(Beginning of SUPPLIED MATERIAL)

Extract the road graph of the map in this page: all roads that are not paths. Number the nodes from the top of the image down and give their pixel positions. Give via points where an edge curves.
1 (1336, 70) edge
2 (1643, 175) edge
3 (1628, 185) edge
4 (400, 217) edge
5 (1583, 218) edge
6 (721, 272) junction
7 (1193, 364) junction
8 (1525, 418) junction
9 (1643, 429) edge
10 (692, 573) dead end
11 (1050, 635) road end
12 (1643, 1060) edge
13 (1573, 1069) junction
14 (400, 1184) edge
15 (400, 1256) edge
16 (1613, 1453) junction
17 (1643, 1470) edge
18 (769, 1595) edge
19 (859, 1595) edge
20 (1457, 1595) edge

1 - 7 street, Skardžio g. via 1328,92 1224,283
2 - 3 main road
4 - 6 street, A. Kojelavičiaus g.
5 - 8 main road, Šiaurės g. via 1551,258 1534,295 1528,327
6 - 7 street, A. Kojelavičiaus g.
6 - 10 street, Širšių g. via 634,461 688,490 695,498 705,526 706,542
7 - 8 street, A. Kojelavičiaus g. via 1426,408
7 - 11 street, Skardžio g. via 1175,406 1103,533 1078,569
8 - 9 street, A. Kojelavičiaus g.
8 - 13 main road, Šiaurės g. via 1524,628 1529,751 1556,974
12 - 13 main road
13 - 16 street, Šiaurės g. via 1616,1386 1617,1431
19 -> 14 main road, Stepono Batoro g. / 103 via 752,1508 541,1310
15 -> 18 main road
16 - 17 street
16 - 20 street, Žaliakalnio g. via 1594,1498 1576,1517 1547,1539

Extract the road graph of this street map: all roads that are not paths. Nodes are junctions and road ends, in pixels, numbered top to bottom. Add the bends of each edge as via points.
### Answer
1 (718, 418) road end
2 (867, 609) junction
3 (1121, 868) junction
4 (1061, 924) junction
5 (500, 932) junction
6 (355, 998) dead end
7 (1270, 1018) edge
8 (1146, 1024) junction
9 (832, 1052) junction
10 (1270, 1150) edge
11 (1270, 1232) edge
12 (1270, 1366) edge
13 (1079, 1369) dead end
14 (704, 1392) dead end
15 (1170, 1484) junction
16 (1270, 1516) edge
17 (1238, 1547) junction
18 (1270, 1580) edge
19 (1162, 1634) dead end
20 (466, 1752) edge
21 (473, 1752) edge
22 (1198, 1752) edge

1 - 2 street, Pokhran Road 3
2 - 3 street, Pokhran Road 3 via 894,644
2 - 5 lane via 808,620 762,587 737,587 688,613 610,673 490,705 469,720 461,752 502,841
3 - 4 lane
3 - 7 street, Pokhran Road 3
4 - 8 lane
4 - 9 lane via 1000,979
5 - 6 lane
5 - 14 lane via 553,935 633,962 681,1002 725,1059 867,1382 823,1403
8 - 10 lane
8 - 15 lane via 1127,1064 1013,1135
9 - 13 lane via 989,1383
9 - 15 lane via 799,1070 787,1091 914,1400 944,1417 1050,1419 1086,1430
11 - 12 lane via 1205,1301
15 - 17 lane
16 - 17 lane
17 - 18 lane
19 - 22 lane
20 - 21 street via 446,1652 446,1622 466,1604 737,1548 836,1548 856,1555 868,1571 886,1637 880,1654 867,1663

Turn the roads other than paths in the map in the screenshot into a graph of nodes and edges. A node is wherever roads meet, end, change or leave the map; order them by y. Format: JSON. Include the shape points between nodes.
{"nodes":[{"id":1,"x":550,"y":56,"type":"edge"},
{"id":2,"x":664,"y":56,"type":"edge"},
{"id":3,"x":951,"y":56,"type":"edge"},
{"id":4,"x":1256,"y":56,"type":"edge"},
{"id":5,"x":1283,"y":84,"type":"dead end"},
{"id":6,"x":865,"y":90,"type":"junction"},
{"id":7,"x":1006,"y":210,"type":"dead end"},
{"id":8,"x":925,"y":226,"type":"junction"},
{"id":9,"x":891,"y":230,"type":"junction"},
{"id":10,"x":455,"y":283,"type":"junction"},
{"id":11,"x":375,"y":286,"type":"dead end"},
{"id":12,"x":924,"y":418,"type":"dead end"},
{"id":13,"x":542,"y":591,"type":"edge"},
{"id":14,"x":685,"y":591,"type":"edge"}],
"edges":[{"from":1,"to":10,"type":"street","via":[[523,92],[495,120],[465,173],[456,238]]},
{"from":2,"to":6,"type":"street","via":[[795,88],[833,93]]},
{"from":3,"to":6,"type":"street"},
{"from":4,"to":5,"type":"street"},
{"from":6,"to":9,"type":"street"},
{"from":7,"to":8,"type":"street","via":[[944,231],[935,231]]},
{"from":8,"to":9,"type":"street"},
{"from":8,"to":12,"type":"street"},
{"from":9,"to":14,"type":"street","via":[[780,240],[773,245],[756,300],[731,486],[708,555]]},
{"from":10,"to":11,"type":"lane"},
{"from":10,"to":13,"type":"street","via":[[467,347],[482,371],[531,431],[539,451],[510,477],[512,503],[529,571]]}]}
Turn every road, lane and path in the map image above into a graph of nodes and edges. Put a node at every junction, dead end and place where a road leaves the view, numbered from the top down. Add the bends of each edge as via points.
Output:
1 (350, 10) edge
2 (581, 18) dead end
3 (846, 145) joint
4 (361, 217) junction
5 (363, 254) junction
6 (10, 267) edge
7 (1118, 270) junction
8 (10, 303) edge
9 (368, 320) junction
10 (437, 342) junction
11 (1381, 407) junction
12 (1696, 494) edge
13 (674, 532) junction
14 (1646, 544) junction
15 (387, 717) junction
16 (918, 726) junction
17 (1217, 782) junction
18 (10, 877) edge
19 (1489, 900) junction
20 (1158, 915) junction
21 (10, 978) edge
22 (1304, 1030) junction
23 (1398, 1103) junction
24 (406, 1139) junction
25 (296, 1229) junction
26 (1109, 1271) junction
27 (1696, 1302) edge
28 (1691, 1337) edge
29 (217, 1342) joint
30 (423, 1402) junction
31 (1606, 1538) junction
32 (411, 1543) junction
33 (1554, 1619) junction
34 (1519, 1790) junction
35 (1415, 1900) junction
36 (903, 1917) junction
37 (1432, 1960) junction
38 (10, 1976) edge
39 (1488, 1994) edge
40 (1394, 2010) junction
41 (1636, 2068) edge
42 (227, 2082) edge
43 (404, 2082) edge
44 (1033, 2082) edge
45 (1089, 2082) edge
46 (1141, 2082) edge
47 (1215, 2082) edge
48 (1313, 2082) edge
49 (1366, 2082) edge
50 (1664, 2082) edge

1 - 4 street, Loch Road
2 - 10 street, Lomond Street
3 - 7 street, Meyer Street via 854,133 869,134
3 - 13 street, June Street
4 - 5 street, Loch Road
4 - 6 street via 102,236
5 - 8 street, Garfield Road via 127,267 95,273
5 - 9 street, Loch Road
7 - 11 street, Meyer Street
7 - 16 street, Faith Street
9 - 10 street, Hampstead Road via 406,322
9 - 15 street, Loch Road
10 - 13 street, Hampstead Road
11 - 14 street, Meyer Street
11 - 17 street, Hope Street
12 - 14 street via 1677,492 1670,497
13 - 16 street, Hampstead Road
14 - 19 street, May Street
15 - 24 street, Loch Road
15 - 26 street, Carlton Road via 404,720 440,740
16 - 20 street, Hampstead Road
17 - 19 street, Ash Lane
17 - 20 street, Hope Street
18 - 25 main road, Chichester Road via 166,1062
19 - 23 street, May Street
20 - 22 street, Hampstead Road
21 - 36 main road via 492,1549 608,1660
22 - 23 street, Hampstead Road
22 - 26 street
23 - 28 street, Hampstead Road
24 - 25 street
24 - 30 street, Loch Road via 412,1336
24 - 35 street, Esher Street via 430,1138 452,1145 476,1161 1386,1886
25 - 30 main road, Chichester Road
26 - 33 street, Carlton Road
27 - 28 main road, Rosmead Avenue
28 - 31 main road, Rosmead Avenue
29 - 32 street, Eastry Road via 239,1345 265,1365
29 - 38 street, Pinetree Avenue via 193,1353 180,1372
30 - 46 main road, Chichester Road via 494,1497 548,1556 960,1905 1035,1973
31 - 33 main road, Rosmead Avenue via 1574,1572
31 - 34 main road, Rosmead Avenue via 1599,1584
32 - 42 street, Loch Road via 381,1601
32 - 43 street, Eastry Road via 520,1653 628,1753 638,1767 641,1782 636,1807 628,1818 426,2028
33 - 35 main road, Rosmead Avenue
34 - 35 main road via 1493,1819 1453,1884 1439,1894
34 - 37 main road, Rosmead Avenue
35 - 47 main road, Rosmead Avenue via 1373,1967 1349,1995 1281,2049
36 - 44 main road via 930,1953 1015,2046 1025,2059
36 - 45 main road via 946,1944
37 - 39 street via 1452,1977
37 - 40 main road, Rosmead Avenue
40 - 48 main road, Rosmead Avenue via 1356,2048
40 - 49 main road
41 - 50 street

(End of SUPPLIED MATERIAL)

§ ASSIGNMENT: Whenever "Pokhran" shows up in a line of the listing, copy that whole line.

§ TASK OUTPUT:
1 - 2 street, Pokhran Road 3
2 - 3 street, Pokhran Road 3 via 894,644
3 - 7 street, Pokhran Road 3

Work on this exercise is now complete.